Un homme vint à leur rencontre :
— Content de te revoir Halbair !
Puis, réalisant que personne ne l'avait suivi, il se décomposa :
— Mais, où sont les autres ?
— Probablement morts. Une embuscade.
L'autre devint livide :
— Et Paharvis ?
L'homme au catogan désigna Litak :
— Ton frère ? Cette chose-là l'a tué pendant l'attaque de leurs nids.
L'autre dévisagea enfin les captives. Il fut pris d'un sentiment d'horreur et voyant la métisse.
— Qu'est-ce que c'est que ça ?
— Une chose dangereuse à plus d'un titre.
Litak percevait que Halbair n'évoquait pas seulement ses prouesses au
combat, mais elle était trop épuisée pour essayer de comprendre de quoi
il s'agissait.
— Enferme-les séparément et méfie-toi de celle-là.
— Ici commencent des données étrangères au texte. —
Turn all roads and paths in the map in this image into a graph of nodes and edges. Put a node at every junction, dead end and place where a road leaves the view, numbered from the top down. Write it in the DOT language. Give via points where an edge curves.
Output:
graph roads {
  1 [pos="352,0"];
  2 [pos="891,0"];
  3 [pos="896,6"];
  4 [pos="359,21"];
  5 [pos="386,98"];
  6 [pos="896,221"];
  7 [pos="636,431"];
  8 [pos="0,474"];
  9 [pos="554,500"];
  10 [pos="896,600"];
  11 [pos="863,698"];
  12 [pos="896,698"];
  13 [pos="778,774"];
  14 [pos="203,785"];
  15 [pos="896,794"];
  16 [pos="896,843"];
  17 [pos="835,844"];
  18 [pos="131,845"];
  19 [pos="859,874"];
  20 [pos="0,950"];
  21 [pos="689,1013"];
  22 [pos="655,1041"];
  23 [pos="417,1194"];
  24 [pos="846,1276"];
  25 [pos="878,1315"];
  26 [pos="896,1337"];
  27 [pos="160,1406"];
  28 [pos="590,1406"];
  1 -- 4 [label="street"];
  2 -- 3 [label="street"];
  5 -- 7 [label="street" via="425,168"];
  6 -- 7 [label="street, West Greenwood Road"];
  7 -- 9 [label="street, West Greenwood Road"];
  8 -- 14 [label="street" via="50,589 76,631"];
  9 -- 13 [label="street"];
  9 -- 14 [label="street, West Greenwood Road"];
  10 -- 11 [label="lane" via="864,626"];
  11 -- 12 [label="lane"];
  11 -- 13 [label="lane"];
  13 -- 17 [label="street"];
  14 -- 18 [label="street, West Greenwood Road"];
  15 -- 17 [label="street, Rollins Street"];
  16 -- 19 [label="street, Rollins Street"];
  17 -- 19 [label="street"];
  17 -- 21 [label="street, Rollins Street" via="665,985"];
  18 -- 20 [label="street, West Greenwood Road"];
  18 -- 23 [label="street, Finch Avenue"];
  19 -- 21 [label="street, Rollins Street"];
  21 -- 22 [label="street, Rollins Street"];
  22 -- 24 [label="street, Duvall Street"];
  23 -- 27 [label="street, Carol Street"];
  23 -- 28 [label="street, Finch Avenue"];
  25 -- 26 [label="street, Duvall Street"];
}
L'homme les conduisit vers les premières cellules disponibles, les
mains toujours attachées dans le dos. Il jeta sans ménagement la petite
métisse dans la première qu'il ouvrit.
— Et tiens-toi tranquille, ou je te jure que je te ferai payer très cher la mort de mon frère.
Elle tomba à terre dans un cri atroce alors qu'une douleur fulgurante
lui déchirait la poitrine. La tête lui tournait et il lui fallut un long
moment pour retrouver ses esprits.
— Litak ? Ça va ? Réponds-moi !
Siléa était paniquée. Litak prit encore un instant avant de répondre :
— Je suis là... Leur chef a dû me casser une côte hier... Et je me suis fait mal en tombant. Et toi, comment ça va ?
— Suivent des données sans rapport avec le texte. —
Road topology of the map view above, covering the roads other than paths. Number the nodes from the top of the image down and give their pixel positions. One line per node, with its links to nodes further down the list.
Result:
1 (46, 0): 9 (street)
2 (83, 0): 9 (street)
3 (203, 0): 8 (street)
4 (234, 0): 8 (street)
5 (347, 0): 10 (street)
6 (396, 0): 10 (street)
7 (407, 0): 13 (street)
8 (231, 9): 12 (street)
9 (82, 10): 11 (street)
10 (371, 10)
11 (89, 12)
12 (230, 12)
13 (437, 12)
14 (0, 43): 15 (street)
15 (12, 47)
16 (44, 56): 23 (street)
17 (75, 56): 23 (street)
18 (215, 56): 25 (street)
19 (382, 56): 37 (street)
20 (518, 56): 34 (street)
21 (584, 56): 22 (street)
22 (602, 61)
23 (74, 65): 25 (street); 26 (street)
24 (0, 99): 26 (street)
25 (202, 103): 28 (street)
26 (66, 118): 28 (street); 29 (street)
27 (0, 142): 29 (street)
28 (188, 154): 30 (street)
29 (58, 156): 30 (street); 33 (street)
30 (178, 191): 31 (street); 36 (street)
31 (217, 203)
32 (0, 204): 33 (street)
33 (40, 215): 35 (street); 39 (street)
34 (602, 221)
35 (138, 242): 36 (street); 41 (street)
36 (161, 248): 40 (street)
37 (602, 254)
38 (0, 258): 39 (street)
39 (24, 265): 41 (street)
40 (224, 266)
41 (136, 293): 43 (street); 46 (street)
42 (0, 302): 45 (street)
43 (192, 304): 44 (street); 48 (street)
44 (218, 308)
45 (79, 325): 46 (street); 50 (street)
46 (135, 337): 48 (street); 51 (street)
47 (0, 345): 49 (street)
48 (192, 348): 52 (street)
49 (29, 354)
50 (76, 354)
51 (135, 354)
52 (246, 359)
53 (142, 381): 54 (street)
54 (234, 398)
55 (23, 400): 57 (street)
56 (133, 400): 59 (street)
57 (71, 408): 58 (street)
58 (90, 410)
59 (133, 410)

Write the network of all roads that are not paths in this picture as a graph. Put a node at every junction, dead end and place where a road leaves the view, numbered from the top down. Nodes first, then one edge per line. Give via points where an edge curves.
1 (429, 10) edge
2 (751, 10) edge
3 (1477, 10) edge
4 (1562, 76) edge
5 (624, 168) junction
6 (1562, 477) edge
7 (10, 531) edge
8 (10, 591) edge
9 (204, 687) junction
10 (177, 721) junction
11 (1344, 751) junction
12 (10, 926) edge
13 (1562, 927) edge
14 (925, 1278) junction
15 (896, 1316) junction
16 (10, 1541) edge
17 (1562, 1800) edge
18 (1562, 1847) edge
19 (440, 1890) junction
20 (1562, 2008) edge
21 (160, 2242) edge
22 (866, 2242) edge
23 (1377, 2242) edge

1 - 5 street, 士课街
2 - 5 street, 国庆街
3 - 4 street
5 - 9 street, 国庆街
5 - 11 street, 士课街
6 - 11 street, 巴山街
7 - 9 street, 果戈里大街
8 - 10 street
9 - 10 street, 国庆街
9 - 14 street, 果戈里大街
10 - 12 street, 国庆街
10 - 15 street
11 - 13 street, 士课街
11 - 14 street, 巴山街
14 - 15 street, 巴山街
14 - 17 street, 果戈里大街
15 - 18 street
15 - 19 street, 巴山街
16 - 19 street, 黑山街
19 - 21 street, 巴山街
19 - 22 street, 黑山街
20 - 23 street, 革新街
— J'ai peur. Que va-t-on faire ?
La
métisse se releva avec une grimace de douleur. Elle était dans une
petite cellule dont la porte à barreau donnait sur la cour de la
fortification. Face à elle, deux tours reliées par un mur sur lequel se
déplaçaient des archers qui surveillaient les cellules. Au pied du mur,
une rangée de portes à barreaux semblables à celle qui fermait sa
cellule. Avec la lumière de l'aurore, elle put deviner la présence
d'orques derrière la plupart des portes.
— Litak ?
— Je ne sais pas.
Elle
tenta de se détacher les mains, en vain, puis elle chercha dans la
petite pièce tout ce dont elle pourrait se servir. Hélas, elle ne
contenait rien, si ce n'est de la poussière au sol.
— Pour
l'instant, on peut essayer de dormir. Je pense qu'il vaudra mieux que
nous soyons en forme pour affronter ce qui nous attend.